::: The data :::

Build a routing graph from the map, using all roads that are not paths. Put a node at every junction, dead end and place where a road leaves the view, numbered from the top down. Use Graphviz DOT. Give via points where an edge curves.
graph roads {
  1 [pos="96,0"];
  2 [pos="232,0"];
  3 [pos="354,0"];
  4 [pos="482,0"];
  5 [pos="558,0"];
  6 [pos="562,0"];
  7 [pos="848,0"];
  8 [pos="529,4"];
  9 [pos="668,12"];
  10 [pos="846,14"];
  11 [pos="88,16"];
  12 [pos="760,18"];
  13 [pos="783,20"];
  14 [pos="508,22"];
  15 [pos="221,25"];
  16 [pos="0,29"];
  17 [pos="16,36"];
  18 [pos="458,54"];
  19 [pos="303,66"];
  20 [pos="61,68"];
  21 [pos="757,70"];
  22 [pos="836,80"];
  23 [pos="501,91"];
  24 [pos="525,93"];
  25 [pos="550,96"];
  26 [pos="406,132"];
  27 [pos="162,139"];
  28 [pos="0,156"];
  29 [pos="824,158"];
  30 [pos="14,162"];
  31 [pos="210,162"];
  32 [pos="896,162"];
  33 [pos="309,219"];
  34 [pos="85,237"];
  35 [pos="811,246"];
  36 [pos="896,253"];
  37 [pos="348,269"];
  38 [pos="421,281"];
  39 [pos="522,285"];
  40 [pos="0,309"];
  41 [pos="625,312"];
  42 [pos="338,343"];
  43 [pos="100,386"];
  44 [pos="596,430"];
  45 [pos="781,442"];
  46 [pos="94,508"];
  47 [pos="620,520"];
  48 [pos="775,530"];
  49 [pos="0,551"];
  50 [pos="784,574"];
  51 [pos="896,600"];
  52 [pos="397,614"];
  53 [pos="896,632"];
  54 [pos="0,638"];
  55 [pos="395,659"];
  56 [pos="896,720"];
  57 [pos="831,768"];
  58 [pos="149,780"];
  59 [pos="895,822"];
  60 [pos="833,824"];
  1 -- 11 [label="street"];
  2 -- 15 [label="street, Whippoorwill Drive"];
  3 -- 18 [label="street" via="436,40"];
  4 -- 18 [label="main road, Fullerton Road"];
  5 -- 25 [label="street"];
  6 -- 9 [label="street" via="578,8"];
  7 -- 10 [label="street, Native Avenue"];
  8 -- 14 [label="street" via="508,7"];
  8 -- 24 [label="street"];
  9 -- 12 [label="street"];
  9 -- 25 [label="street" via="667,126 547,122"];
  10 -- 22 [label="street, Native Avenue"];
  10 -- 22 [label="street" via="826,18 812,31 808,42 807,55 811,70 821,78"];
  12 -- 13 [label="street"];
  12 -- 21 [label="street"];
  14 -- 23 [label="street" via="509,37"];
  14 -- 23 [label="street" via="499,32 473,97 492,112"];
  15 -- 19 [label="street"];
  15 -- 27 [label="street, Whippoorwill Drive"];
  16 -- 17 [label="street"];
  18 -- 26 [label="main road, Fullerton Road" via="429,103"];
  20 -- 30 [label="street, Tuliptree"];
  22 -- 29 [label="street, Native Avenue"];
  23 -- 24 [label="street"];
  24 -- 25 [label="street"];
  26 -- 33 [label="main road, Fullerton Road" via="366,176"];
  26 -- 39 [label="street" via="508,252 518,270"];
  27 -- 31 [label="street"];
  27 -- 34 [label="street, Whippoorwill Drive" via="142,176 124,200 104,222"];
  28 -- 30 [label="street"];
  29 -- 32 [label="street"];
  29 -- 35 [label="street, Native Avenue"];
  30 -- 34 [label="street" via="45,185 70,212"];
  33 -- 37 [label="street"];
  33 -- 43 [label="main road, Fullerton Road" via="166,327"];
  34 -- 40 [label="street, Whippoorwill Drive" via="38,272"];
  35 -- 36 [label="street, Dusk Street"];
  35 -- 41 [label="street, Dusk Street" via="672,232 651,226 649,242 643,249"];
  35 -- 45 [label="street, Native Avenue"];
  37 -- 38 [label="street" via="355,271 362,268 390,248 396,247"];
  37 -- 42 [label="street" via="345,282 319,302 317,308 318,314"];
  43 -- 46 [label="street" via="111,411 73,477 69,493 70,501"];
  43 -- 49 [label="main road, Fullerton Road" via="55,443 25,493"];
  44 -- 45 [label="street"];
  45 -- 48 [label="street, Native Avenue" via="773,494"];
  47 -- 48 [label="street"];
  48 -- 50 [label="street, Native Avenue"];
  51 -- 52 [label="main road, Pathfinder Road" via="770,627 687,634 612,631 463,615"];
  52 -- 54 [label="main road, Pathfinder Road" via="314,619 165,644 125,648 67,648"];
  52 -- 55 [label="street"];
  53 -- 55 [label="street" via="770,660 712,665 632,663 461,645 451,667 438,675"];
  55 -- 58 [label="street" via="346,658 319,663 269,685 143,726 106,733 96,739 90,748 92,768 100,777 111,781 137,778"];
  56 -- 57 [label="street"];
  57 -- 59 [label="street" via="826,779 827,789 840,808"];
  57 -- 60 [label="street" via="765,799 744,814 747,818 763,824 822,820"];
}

:::

Prompt =>
From the listing above, collect every line that mentions the word "Fullerton".

Written response =>
  4 -- 18 [label="main road, Fullerton Road"];
  18 -- 26 [label="main road, Fullerton Road" via="429,103"];
  26 -- 33 [label="main road, Fullerton Road" via="366,176"];
  33 -- 43 [label="main road, Fullerton Road" via="166,327"];
  43 -- 49 [label="main road, Fullerton Road" via="55,443 25,493"];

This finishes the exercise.